The SBQ was effective in screening moderate-to-severe OSA. And a SBQ -based predictive model afforded excellent diagnostic efficacy, which could be applied in clinical practice.
本研究旨在基于爱泼沃斯思睡量表(ESS)、NoSAS评分和STOP-BANG问卷(SBQ)中最佳工具,开发一种更有效的中重度阻塞性睡眠呼吸暂停(OSA)筛查模型。
本研究对2012年至2016年连续转诊的2031例疑似OSA患者进行筛查,包括2012年至2014年的测试队列和2014年至2016年的验证队列。记录人体测量数据、多导睡眠图数据、ESS、NoSAS评分和SBQ评分。进行受试者操作特征曲线分析,并在验证队列中验证最终预测模型。

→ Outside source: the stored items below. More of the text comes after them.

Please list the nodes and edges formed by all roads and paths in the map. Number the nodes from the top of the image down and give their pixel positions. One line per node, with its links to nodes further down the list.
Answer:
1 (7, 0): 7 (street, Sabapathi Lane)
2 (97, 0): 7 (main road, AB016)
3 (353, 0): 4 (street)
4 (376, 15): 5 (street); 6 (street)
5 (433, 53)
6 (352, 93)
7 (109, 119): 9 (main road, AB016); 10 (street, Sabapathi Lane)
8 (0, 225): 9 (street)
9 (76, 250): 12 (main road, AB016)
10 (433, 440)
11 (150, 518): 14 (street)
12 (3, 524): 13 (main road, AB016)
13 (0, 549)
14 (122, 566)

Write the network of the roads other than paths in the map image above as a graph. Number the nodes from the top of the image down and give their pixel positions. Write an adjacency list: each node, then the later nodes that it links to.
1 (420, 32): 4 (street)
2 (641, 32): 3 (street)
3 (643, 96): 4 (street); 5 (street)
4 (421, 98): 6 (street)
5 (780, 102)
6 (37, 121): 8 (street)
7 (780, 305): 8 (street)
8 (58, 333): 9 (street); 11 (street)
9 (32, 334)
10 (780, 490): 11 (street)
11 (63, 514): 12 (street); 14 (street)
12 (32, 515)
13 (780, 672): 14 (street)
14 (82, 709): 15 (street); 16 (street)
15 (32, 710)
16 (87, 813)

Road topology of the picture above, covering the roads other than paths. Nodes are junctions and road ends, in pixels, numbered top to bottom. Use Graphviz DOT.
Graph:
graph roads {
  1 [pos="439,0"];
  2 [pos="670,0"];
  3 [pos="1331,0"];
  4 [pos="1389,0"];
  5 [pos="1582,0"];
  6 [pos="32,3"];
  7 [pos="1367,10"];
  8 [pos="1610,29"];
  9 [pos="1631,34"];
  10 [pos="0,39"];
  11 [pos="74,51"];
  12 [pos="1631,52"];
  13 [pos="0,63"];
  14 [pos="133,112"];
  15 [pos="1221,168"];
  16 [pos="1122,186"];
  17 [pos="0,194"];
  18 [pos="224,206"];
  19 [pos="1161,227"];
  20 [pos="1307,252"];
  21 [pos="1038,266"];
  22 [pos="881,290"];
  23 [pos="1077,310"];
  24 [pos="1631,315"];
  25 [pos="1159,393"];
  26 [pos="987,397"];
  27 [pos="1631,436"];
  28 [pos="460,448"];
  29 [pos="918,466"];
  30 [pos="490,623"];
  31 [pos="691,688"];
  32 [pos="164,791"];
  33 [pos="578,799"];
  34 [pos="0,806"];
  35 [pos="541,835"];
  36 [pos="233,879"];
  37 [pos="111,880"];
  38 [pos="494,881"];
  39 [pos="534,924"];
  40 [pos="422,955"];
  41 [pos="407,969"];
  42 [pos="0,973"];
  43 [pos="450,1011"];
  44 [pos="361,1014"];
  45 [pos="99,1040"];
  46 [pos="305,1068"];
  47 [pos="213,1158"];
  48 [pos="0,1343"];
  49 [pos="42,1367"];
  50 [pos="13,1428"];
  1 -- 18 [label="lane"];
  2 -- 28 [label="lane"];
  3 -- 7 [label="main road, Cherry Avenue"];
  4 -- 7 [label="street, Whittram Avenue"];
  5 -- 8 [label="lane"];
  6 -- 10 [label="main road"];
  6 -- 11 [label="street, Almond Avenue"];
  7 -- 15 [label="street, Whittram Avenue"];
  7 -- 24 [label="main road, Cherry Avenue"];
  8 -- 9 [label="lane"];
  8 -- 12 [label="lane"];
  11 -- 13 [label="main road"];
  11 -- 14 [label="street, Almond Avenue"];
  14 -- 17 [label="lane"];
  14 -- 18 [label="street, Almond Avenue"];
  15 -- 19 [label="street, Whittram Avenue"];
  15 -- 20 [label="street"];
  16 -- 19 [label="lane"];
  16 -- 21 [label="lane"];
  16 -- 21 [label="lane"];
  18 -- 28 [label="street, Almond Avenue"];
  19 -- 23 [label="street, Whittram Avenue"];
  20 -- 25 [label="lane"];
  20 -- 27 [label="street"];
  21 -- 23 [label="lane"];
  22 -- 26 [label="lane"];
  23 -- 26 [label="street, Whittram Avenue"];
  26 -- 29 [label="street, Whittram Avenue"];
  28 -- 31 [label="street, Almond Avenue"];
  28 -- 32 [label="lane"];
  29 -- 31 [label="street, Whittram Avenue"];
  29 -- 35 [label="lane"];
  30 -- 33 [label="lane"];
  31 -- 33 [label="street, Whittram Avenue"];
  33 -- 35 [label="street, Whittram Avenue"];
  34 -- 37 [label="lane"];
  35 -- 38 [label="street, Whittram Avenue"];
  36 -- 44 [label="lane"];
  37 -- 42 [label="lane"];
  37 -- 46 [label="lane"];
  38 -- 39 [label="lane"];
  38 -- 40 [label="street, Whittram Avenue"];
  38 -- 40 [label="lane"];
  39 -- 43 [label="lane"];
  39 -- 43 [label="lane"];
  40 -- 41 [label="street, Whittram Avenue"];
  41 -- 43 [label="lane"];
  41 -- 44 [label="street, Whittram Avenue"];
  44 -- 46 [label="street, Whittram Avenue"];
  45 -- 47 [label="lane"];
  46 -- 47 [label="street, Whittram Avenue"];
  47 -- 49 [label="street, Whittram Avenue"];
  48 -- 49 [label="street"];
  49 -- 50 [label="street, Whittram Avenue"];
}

最终纳入1840名成年人。比较了ESS、NoSAS评分和SBQ在筛查OSA中的表现。SBQ的诊断准确性优于ESS和NoSAS。基于SBQ的预测模型的曲线下面积(AUC)为0.931(95%CI:0.915-0.946),敏感性和特异性分别为84.47(95%CI:81.4-87.2)和87.36(95%CI:83.9-90.3)。在验证队列中,AUC为0.955(9%CI:0.938-0.969),敏感性和特异性分别为86.79(95%CI:83.2-89.9)和90.88(95%CI:87.2-93.8)。此外,该模型在筛查轻度OSA时表现中等,AUC为0.771(95%CI:0.721-0.815)。
SBQ在筛查中重度OSA方面有效。基于SBQ的预测模型具有出色的诊断效能,可应用于临床实践。